We had a delightful family day in Braidwood on Christmas Day.
There was joy, excitement, relief and contentment.
I hope that this is the atmosphere that pervades #UCSIA15 when it comes online on 23 February … and that a modest open online course might bring together a dispersed family interested in sport informatics and analytics.
I do live in a small town in rural New South Wales. My hopes for #UCSIA15 are prompted by the real sense of community in my town of 1200 people. I think it is a caring and sharing place with lots of time and opportunities for conviviality. I believe these characteristics do scale to open courses that celebrate playfulness and altruism.
We have limited access to high speed broadband in the town. As a result everyone engages with the digital world with an equal mixture of patience and frustration. I think part of my fascination with open asynchronous resources is based upon seven years of living in a rural community whilst pursuing a connectivist approach to sharing and cooperating.
Two posts over the Christmas period have encouraged me to reflect on my interest in sharing as a family. Both come from the Medium blogging platform.
Esko Kilpi wrote eloquently about Advanced Work on 22 December. He argued that:
The architecture of work is metaphorically still a picture of walls defining who is employed and inside and who is unemployed and outside. Who is included and who is excluded. Who “we” are and who “they” are. This way of thinking was acceptable in repetitive work where it was relatively easy to define what needed to be done and by whom as a definition of the quantity of labor and quality of capabilities.

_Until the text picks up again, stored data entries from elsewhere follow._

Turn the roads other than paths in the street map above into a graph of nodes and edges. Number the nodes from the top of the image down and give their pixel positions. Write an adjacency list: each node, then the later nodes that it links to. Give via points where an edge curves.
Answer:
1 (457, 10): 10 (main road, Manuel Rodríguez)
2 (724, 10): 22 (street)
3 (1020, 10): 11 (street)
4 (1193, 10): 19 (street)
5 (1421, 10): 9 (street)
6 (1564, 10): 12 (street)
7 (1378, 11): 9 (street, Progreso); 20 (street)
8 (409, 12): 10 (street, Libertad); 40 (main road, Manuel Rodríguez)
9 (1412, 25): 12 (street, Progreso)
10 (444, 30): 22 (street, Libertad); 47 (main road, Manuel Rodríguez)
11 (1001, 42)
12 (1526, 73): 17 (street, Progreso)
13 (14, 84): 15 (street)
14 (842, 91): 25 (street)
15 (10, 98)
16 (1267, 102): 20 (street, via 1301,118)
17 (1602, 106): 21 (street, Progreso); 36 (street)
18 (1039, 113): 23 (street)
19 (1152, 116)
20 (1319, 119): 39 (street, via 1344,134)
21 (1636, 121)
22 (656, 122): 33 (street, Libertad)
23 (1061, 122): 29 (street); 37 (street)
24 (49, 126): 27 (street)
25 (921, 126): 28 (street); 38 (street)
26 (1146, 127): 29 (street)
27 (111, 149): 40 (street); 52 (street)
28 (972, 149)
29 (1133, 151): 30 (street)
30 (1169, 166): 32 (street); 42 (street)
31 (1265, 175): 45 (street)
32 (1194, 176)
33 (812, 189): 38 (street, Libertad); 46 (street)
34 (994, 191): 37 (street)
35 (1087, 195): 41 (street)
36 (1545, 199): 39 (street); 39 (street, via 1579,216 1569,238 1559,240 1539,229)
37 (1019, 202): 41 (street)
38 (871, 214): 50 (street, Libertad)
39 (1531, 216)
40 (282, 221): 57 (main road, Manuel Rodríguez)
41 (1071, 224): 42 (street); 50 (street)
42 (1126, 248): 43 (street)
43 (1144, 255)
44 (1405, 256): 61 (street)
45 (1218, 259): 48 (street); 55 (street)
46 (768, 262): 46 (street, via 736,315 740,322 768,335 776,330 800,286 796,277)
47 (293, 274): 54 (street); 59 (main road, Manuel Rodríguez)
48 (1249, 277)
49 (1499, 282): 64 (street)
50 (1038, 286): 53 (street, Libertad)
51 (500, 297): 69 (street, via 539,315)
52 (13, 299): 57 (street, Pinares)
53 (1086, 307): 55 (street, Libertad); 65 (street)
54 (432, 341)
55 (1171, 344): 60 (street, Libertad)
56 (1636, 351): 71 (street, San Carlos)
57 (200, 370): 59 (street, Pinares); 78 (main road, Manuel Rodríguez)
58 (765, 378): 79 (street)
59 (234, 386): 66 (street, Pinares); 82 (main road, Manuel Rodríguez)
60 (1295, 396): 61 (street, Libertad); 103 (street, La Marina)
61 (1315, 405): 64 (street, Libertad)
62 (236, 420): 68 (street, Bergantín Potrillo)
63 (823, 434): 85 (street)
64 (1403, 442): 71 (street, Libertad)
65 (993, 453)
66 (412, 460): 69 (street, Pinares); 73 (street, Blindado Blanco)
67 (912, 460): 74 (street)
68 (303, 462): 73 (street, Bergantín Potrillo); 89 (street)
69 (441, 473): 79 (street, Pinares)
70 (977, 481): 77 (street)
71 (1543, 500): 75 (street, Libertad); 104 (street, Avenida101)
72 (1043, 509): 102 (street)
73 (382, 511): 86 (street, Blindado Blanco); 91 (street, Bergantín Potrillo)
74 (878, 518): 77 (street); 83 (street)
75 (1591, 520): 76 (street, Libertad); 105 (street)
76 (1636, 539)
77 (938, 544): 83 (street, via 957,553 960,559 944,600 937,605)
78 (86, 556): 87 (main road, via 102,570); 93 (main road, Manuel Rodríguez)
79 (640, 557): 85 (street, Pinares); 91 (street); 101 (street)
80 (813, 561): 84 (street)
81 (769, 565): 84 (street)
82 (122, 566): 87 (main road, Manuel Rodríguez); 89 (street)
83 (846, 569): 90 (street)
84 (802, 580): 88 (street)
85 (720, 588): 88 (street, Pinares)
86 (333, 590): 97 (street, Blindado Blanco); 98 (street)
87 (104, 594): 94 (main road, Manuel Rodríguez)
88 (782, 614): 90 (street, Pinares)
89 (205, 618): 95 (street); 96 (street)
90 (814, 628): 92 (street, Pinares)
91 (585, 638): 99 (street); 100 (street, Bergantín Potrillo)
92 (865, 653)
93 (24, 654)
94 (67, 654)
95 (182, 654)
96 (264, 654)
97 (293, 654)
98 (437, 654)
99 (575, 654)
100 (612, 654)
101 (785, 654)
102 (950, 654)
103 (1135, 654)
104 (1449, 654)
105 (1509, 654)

In creative, knowledge based work it is increasingly difficult to know the best mix of people, capabilities and tasks in advance. Interdependence between peers involves, almost by default, crossing boundaries. The walls seem to be in the wrong position or in the way, making work harder to do. What, then, is the use of the organizational theatre when it is literally impossible to define the organization before we actually do something?
He suggested that:
The focal point in tomorrow’s organizing is not the organizational entity one belongs to, or the manager one reports to, but the reason that brings people together. What purposes, activities and tasks unite us? What is the cause of group formation? The architecture of work is a live social graph of networked interdependence and accountability.
Esko proposed that this is the time for Advanced work and our opportunity is “to see action within human relationships supported by our relationship with technological intelligence”.
I am hopeful that #UCSIA15 demonstrates this Advanced work through self-organising networks of people interested in, and passionate about, informatics and analytics.
The second post that encouraged my thinking was written by Ben Werdmuller on 27 December. I thought Ben’s post was an excellent discussion of personal and digital identity.
Ben observed that during a social gathering of friends he had not seen for some time:
Someone whose opinion matters a lot to me, and who knows me better than almost everyone, said that they kind of wanted to throttle my social media persona. It felt like a marketing campaign, and it so clearly wasn’t me.
This encouraged Ben to reflect and write about personal identity. He noted:
I don’t think it’s right to say that everyone on social media is motivated to promote themselves. We want to make friends; we want to find love; we want to learn from each others’ experiences. We crave real, deep, human connections that have nothing to do with our professional development or selling our wares. (Maybe it’s just me, but I doubt it.) We want to share our feelings, our desires, the things that make us people, and not to get a “like” or to build followers or to make a buck, but to be alive.
He concluded that “I use the Internet to reach out to far-away people who mean so much to me. I hope they see some of me in the reflection”.
I am hopeful that the modesty of #UCSIA15 and the desired to connect with near- and far-away people does create the family feeling we experience during festivities.